Data for this task:
▼▼▼
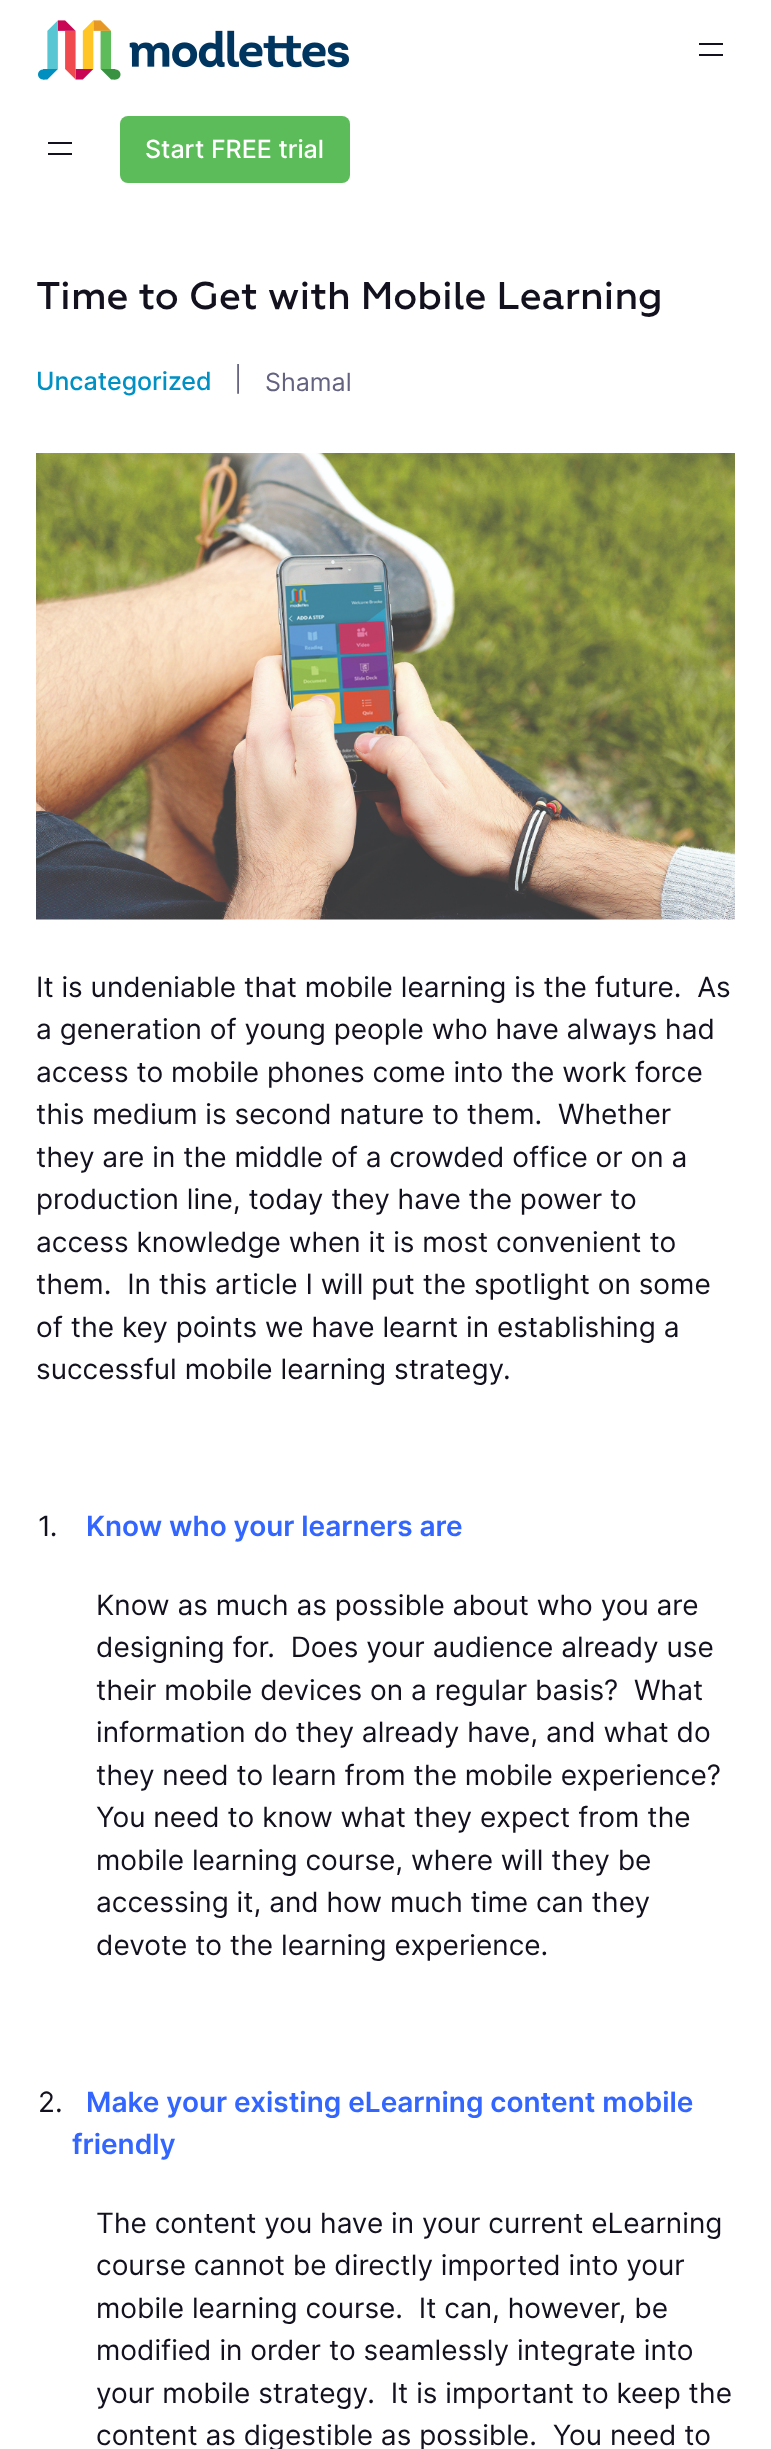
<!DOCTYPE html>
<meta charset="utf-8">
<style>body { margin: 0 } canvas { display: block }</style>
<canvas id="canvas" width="771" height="2449"></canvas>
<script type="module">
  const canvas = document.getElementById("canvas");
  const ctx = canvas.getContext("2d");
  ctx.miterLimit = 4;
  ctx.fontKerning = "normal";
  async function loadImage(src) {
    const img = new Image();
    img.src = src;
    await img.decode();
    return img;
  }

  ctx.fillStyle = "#ffffff";
  ctx.fillRect(0, 0, 771, 2449);
  ctx.drawImage(await loadImage("img1.png"), 38, 20, 311, 60);
  ctx.fillStyle = "#14111f";
  ctx.fillRect(699, 43, 24, 2);
  ctx.fillRect(699, 54, 24, 2);
  ctx.fillRect(48, 142, 24, 2);
  ctx.fillRect(48, 153, 24, 2);
  ctx.fillStyle = "#5cbc5a";
  ctx.beginPath();
  ctx.roundRect(120, 116, 230, 67, 8);
  ctx.fill();
  ctx.font = "500 25px Inter";
  ctx.fillStyle = "#ffffff";
  ctx.fillText("Start FREE trial", 145, 158);
  ctx.font = "500 38.5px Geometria";
  ctx.fillStyle = "#14111f";
  ctx.fillText("Time to Get with Mobile Learning", 36, 309);
  ctx.font = "500 25px Inter";
  ctx.fillStyle = "#0090c4";
  ctx.fillText("Uncategorized", 36, 390);
  ctx.font = "25px Inter";
  ctx.fillStyle = "#636381";
  ctx.fillText("|", 234, 388);
  ctx.fillText("Shamal", 265, 391);
  ctx.drawImage(await loadImage("img2.png"), 36, 453, 699, 467);
  ctx.font = "28px Inter";
  ctx.fillStyle = "#14111f";
  ctx.fillText("It is undeniable that mobile learning is the future.  As", 36, 997);
  ctx.fillText("a generation of young people who have always had", 36, 1039);
  ctx.fillText("access to mobile phones come into the work force", 36, 1082);
  ctx.fillText("this medium is second nature to them.  Whether", 36, 1124);
  ctx.fillText("they are in the middle of a crowded office or on a", 36, 1167);
  ctx.fillText("production line, today they have the power to", 36, 1209);
  ctx.fillText("access knowledge when it is most convenient to", 36, 1252);
  ctx.fillText("them.  In this article I will put the spotlight on some", 36, 1294);
  ctx.fillText("of the key points we have learnt in establishing a", 36, 1337);
  ctx.fillText("successful mobile learning strategy.", 36, 1379);
  ctx.fillText("1.", 38, 1536);
  ctx.font = "600 28px Inter";
  ctx.fillStyle = "#3366ff";
  ctx.fillText("Know who your learners are", 86, 1536);
  ctx.font = "28px Inter";
  ctx.fillStyle = "#14111f";
  ctx.fillText("Know as much as possible about who you are", 96, 1615);
  ctx.fillText("designing for.  Does your audience already use", 96, 1657);
  ctx.fillText("their mobile devices on a regular basis?  What", 96, 1700);
  ctx.fillText("information do they already have, and what do", 96, 1742);
  ctx.fillText("they need to learn from the mobile experience?", 96, 1785);
  ctx.fillText("You need to know what they expect from the", 96, 1827);
  ctx.fillText("mobile learning course, where will they be", 96, 1870);
  ctx.fillText("accessing it, and how much time can they", 96, 1912);
  ctx.fillText("devote to the learning experience.", 96, 1955);
  ctx.fillText("2.", 38, 2112);
  ctx.font = "600 28px Inter";
  ctx.fillStyle = "#3366ff";
  ctx.fillText("Make your existing eLearning content mobile", 86, 2112);
  ctx.fillText("friendly", 72, 2154);
  ctx.font = "28px Inter";
  ctx.fillStyle = "#14111f";
  ctx.fillText("The content you have in your current eLearning", 96, 2233);
  ctx.fillText("course cannot be directly imported into your", 96, 2275);
  ctx.fillText("mobile learning course.  It can, however, be", 96, 2318);
  ctx.fillText("modified in order to seamlessly integrate into", 96, 2360);
  ctx.fillText("your mobile strategy.  It is important to keep the", 96, 2403);
  ctx.fillText("content as digestible as possible.  You need to", 96, 2445);
</script>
▲▲▲
If a line above contains the word "canvas", list it.

<style>body { margin: 0 } canvas { display: block }</style>
<canvas id="canvas" width="771" height="2449"></canvas>
  const canvas = document.getElementById("canvas");
  const ctx = canvas.getContext("2d");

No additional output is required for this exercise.